REQUIREMENT » Which lines in the data contain the word "graph"? Please copy each of them.

RECORDS FOR THE EXERCISE »
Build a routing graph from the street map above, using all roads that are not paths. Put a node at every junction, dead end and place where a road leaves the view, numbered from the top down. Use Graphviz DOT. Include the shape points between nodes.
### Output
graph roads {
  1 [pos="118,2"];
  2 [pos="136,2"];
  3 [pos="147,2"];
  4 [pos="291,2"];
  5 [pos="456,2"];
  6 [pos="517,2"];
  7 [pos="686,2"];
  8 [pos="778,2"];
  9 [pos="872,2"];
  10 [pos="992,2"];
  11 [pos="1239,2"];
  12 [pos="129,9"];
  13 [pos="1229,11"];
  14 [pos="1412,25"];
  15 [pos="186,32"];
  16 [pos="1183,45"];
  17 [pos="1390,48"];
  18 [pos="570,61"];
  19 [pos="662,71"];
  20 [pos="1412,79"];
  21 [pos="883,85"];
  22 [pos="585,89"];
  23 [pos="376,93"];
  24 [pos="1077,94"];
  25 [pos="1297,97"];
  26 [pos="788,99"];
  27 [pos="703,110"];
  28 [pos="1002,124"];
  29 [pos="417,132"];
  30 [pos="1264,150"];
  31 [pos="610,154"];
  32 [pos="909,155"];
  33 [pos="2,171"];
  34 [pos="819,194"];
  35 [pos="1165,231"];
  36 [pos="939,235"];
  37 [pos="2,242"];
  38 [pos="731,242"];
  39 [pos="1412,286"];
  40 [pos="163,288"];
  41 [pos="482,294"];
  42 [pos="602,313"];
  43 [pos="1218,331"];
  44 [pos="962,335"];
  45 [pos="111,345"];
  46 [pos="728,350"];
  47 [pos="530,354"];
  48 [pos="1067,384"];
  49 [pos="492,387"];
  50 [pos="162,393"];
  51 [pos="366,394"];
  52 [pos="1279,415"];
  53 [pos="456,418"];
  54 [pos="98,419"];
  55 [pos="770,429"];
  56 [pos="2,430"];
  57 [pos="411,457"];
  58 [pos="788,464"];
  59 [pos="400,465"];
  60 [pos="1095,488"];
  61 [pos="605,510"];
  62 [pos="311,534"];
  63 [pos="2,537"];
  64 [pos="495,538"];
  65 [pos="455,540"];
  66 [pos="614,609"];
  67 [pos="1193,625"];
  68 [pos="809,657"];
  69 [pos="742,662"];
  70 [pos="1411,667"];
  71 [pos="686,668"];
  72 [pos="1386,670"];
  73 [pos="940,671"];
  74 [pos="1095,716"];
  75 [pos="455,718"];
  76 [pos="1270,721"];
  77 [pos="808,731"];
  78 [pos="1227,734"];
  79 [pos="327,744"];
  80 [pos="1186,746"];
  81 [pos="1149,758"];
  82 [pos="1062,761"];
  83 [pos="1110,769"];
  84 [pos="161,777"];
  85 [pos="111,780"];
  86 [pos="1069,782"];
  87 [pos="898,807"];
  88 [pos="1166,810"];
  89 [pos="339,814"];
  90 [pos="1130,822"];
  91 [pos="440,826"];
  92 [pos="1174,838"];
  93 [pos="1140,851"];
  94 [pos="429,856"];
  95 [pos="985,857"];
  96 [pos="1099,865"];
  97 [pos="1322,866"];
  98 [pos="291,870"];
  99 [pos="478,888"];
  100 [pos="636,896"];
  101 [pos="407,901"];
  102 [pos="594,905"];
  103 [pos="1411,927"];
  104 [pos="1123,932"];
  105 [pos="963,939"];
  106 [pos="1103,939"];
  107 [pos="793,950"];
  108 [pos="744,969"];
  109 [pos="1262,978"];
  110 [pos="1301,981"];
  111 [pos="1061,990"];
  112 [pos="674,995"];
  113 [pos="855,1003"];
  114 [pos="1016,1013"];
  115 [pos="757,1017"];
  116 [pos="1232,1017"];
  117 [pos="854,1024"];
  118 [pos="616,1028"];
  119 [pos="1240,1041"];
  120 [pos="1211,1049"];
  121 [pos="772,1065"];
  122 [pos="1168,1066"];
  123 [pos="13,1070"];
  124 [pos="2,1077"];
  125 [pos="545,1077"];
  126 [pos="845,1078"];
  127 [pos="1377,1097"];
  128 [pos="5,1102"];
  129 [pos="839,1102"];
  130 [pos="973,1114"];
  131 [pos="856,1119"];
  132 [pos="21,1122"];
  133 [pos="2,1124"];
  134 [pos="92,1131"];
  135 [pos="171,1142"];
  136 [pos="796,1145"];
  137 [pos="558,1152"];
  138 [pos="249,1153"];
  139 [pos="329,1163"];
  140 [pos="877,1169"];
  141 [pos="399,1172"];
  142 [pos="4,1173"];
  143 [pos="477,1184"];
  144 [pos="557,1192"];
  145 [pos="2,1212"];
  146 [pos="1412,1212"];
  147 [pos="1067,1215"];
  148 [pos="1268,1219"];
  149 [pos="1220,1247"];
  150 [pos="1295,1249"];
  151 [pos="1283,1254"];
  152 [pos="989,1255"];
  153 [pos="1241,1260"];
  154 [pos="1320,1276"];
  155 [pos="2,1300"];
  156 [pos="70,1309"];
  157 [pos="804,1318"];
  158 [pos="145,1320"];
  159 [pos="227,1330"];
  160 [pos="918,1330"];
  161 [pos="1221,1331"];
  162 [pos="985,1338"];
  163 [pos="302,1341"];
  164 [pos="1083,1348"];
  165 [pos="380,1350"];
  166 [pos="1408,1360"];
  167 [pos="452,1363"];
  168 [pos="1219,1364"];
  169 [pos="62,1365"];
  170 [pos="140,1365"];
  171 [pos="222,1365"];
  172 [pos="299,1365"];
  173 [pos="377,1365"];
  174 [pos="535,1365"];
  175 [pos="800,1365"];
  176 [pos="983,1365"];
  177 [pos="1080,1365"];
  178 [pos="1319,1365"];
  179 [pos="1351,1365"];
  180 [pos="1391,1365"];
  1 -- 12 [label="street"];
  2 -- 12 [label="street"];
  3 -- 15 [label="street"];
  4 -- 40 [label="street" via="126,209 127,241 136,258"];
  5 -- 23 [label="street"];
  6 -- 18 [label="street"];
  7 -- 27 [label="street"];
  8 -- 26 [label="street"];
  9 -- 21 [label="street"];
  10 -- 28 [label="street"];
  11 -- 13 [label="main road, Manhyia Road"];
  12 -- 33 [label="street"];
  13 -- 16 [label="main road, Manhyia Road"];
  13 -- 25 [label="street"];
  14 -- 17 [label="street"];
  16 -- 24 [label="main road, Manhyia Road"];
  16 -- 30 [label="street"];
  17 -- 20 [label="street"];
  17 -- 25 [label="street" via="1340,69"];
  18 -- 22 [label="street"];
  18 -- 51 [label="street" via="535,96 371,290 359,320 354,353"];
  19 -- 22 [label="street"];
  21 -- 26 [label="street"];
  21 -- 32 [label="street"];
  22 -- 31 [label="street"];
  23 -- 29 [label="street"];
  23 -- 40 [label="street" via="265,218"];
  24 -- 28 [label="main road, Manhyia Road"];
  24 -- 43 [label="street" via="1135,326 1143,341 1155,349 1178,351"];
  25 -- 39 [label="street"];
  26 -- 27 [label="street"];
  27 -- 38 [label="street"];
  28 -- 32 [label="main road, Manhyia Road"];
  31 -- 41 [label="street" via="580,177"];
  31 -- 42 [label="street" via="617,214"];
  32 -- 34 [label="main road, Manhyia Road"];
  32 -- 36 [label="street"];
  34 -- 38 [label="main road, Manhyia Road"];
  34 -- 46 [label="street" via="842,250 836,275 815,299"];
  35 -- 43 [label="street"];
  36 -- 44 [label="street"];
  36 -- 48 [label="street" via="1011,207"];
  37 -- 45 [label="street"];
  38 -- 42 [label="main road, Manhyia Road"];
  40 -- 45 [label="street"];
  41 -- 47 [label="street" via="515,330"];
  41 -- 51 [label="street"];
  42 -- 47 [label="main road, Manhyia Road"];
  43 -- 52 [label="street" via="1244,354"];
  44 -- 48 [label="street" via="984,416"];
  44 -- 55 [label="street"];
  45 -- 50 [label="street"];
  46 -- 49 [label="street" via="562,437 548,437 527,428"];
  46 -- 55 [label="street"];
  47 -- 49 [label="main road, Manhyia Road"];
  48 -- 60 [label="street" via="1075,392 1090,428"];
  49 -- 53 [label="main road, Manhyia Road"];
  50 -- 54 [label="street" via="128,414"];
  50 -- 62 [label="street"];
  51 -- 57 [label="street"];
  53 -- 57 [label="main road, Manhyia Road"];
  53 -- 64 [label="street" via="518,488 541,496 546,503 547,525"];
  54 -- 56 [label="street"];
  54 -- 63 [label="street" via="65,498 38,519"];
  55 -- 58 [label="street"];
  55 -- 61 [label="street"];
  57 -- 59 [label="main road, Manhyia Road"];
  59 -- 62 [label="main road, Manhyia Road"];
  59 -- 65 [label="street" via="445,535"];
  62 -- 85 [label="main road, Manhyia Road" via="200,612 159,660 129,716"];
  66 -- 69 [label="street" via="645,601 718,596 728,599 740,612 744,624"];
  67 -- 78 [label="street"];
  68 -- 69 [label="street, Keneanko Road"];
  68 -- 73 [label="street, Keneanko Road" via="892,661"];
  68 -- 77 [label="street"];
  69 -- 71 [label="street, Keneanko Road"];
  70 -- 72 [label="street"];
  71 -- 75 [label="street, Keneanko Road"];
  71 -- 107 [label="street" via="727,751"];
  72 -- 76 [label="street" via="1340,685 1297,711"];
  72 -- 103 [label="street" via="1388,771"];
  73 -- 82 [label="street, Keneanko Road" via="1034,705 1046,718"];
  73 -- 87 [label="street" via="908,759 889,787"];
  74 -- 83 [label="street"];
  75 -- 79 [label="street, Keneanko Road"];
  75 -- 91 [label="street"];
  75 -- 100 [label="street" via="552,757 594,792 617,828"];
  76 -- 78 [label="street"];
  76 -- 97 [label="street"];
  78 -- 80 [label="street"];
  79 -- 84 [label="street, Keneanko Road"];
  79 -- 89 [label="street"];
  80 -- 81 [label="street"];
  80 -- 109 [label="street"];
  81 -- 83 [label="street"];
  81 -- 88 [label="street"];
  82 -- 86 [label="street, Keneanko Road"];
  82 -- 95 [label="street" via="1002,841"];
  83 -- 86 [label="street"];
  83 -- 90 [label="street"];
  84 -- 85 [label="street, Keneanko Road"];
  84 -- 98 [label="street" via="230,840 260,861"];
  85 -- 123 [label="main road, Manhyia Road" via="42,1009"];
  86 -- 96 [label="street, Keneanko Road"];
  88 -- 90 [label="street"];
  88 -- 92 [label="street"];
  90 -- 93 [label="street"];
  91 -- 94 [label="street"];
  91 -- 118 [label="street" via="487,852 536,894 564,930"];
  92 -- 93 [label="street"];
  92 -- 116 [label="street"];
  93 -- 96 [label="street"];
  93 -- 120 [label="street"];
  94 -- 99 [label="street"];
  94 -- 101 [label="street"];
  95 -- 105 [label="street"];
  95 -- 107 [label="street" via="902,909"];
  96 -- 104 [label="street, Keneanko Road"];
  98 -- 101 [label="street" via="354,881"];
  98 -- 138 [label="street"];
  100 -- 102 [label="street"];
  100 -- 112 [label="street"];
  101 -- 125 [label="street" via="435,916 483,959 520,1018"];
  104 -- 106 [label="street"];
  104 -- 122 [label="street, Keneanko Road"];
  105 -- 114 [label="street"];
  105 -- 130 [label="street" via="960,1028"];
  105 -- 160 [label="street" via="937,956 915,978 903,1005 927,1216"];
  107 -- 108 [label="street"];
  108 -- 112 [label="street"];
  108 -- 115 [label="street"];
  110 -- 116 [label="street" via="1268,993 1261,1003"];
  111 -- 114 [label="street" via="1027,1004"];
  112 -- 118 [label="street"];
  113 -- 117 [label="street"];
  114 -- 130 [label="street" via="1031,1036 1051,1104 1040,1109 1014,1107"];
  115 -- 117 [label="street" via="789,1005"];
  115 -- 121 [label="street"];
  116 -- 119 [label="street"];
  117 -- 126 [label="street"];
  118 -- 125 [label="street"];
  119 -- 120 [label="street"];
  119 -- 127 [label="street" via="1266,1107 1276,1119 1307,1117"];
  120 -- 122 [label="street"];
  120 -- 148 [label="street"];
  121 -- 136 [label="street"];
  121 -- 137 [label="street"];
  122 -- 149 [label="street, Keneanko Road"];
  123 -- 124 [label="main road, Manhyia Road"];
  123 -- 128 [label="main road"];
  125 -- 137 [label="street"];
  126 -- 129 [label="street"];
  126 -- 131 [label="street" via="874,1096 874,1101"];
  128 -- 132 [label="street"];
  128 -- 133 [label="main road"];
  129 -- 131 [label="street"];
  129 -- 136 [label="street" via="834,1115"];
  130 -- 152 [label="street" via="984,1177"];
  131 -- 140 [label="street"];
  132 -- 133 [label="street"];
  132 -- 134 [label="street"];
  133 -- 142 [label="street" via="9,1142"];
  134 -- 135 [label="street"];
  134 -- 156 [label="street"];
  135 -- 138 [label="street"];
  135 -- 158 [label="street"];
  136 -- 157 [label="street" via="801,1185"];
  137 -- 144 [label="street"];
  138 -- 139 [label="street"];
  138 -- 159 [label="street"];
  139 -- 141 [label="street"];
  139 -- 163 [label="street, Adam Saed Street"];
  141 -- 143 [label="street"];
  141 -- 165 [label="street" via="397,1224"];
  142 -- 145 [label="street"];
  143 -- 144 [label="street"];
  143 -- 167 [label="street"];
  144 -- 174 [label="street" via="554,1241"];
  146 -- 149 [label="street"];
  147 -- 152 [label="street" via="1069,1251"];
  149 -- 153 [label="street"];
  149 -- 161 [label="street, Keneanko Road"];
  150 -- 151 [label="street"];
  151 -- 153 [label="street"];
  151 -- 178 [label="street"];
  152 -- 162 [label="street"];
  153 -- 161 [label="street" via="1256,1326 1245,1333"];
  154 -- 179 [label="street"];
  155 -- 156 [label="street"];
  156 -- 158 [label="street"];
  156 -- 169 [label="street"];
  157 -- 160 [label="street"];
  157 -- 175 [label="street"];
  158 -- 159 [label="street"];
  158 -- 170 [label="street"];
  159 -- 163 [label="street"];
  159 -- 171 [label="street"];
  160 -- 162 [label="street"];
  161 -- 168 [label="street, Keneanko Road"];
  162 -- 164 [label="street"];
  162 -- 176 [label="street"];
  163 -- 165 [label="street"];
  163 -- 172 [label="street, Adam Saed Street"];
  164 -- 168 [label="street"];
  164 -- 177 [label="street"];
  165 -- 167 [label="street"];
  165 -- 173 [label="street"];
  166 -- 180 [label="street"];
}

ANSWER BOX »
Build a routing graph from the street map above, using all roads that are not paths. Put a node at every junction, dead end and place where a road leaves the view, numbered from the top down. Use Graphviz DOT. Include the shape points between nodes.
graph roads {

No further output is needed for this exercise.